鴨緑江に架かる新たな中朝友誼橋の開通記念式典が、中国・丹東市の市長と北朝鮮・両道の知事が出席して執り行われていた。記念式典はさて置き、丹東市の市民は市内の至る所から中朝友誼橋へ向かうバスに乗り、「高麗DFS」と名付けられた北朝鮮河岸側に完成した免税店が入る巨大なショッピングモールに向かった。
免税品だけでなく、丹東市内の商業施設にはない日本製や中南米製の商品の数々が市場価格よりも安く手に入り、北朝鮮産の新鮮な生鮮食品が購入出来るとあって、人々は橋を渡って購入に向かう。一般車両での北朝鮮への渡岸は出来ないので、商業施設が運営している無人運転の無料シャトルバスに乗り換える。    
中国の人々が密かに購入するのが「金」「銀」「宝石」「アクセサリー」だった。人民元の下落傾向が近年続く中で、貴金属に変えての資産防衛が例年にも増して流行りとなっていた。北朝鮮の免税店は中国内の貴金属店よりも1割、物によっては2割近く安いと知った人々が買い求めていた。中には貴金属店が利ざやを稼ぐために仕入に来ていた程だ。   
「貴金属の安さ」が口コミで広がってゆくと、次第に丹東市以外からも人が集うようになり混乱が予想された。北朝鮮政府はショッピングモール施設以外でも貴金属品を購入出来る様に、独立した店舗を出店すると表明する。ロードサイド店舗としてコンビニ、ガソリンスタンド等の店舗とセットにして、街道沿いに建設を始めた。
人口が減り始めたとは言え14億人の人口を抱える中国だけに、需要は留まらないかもしれない。

高麗国として独立する前の河岸は草の生えた自然な作りだったが、橋の上から眺めると、対岸からでは死角になって見えなかった運河が掘られていた。中国側からすると2重の堀となる。橋の上から見ると運河沿に塹壕も掘られている。軍人が見れば、有事を想定した防塁壁のように見える。  

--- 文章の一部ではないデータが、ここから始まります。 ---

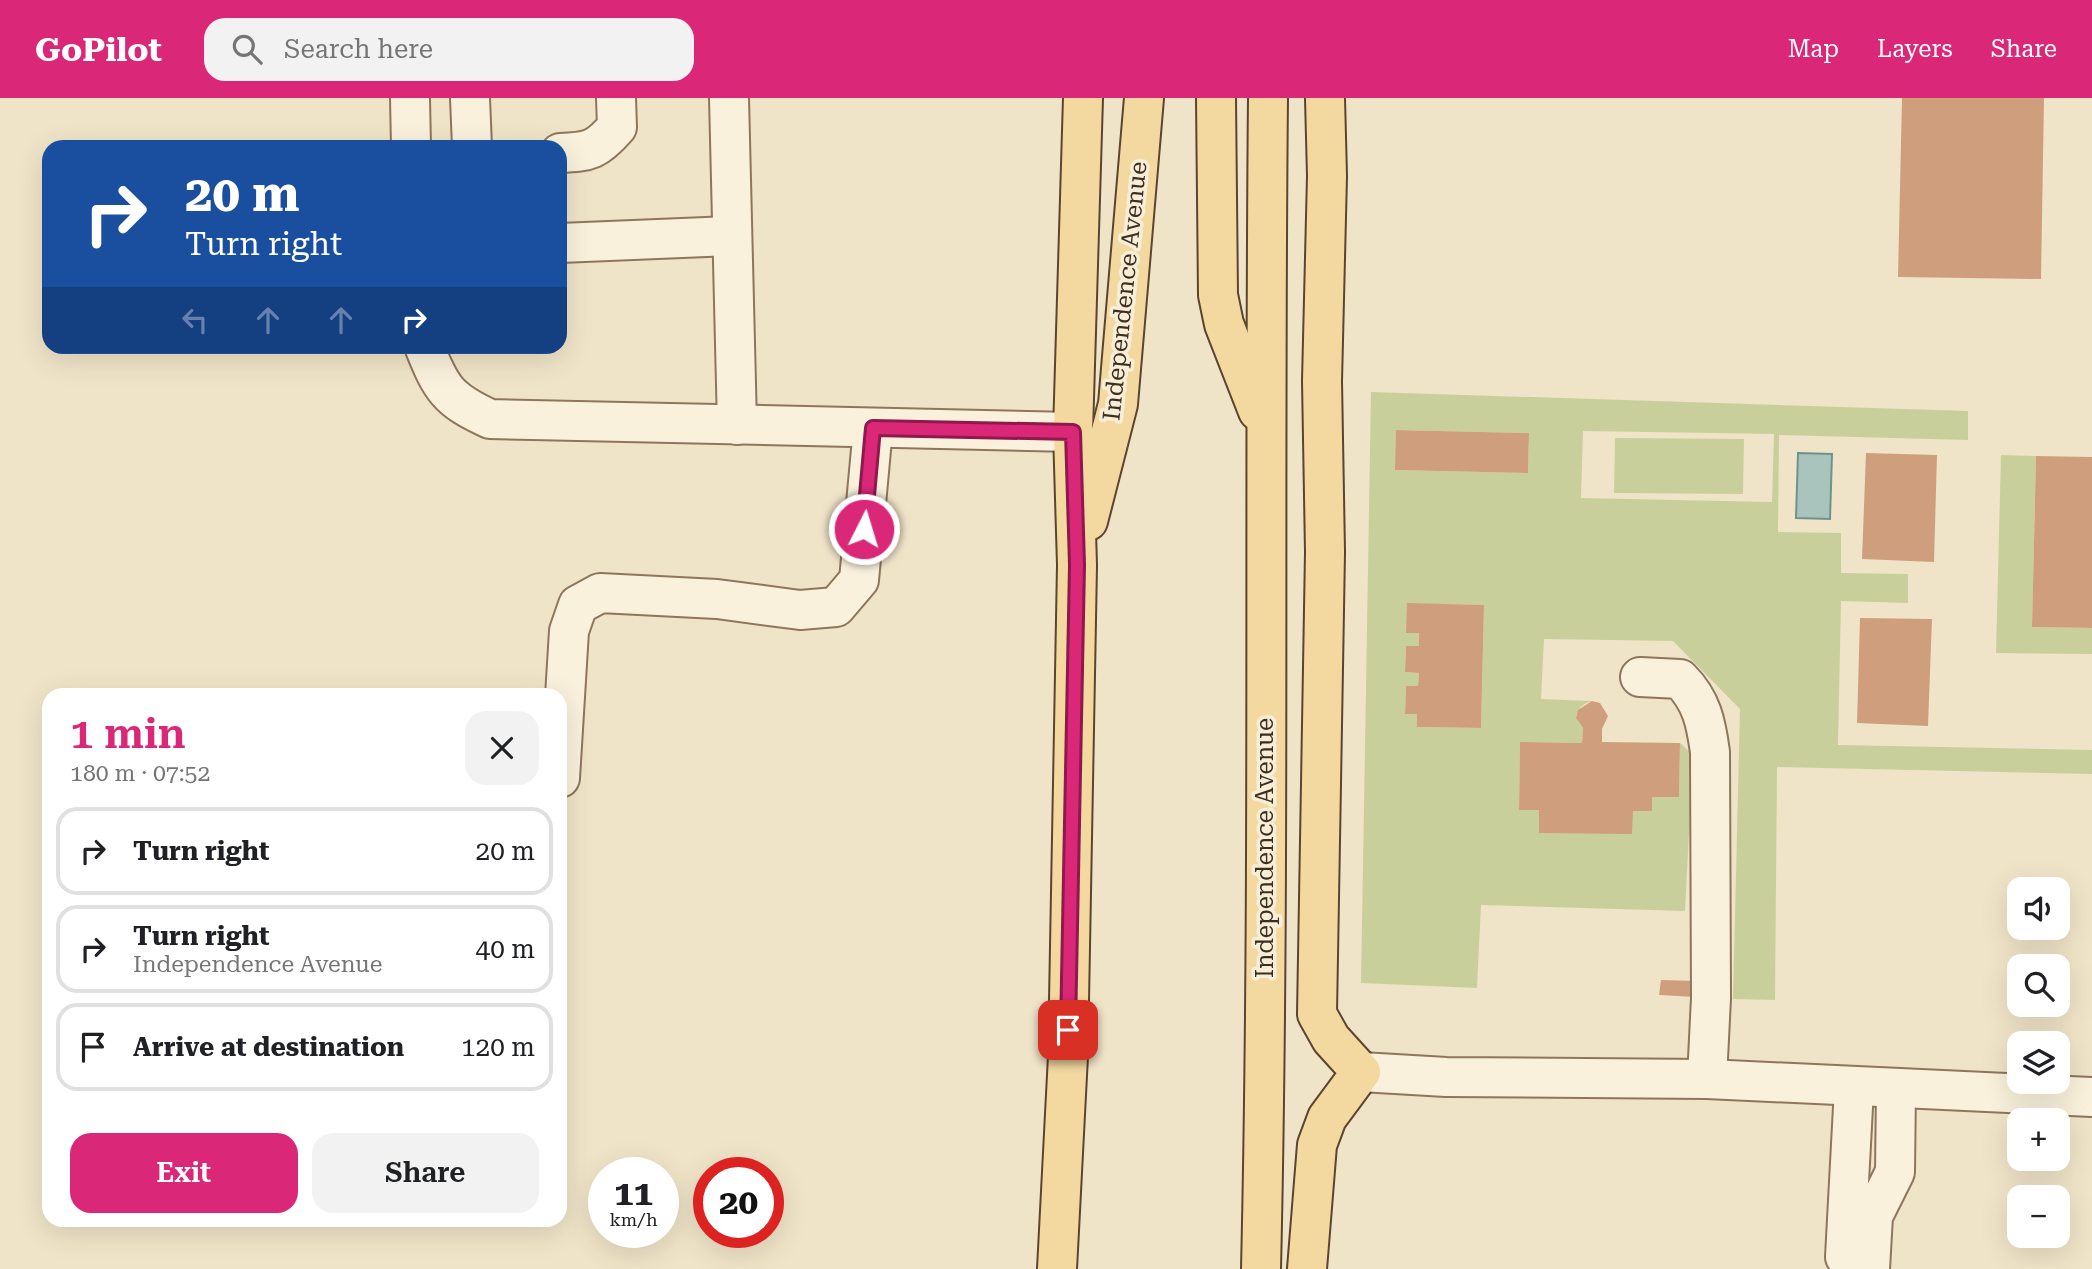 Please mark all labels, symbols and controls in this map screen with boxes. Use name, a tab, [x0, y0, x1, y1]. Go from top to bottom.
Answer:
search box	[204, 18, 694, 81]
text: GoPilot	[35, 30, 162, 69]
icon: search	[228, 30, 266, 68]
text: Search here	[284, 34, 433, 64]
text: Map	[1788, 35, 1839, 63]
text: Layers	[1877, 35, 1953, 63]
text: Share	[1991, 35, 2057, 63]
street label: Independence Avenue	[1097, 160, 1153, 422]
text: 20 m	[185, 166, 300, 223]
icon: right	[70, 168, 161, 259]
text: Turn right	[185, 225, 342, 263]
icon: left	[176, 301, 214, 339]
icon: ahead	[249, 301, 287, 339]
icon: ahead	[322, 301, 360, 339]
icon: right	[395, 301, 433, 339]
position arrow	[827, 492, 901, 566]
text: 1 min	[70, 709, 186, 758]
button: close	[465, 711, 539, 785]
street label: Independence Avenue	[1251, 718, 1279, 978]
text: 180 m · 07:52	[70, 760, 210, 787]
icon: right	[74, 832, 112, 870]
text: Turn right	[133, 836, 269, 866]
text: 20 m	[476, 836, 535, 866]
map controls	[2007, 877, 2070, 1248]
button: sound	[2007, 877, 2070, 940]
text: Turn right	[133, 921, 269, 951]
icon: right	[74, 930, 112, 968]
text: 40 m	[476, 934, 535, 964]
text: Independence Avenue	[133, 951, 382, 978]
button: search	[2007, 954, 2070, 1017]
pin	[1038, 1000, 1098, 1060]
icon: arrive	[1049, 1011, 1087, 1049]
icon: arrive	[74, 1028, 112, 1066]
button: layers	[2007, 1031, 2070, 1094]
text: Arrive at destination	[133, 1032, 404, 1062]
text: 120 m	[461, 1032, 535, 1062]
button: +	[2007, 1108, 2070, 1171]
button: Exit	[70, 1133, 298, 1213]
button: Share	[312, 1133, 539, 1213]
speed limit sign: 20	[693, 1157, 784, 1248]
text: 11	[614, 1173, 653, 1214]
button: −	[2007, 1185, 2070, 1248]
text: km/h	[609, 1209, 658, 1230]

「一体いつの間にこんなに掘っていたんだ!」 家族とショッピングモールに買い物に向かっていた人民解放軍の陸軍少佐は、橋の上から運河と塹壕を撮影する。  
「我が軍は、この防塁を知っているのだろうか?」と思いながら、少佐は疑問に感じていた。

気付いたのは少佐だけではなく、軍内部からも、マスコミ各社も河川改良を指摘していた。各所からの指摘や報告を受けて、軍の偵察ドローンが川沿いに飛ぶと、鴨緑江沿い790kmに渡って、下流域には運河と防塁、上流は防塁が築かれているのが判明する。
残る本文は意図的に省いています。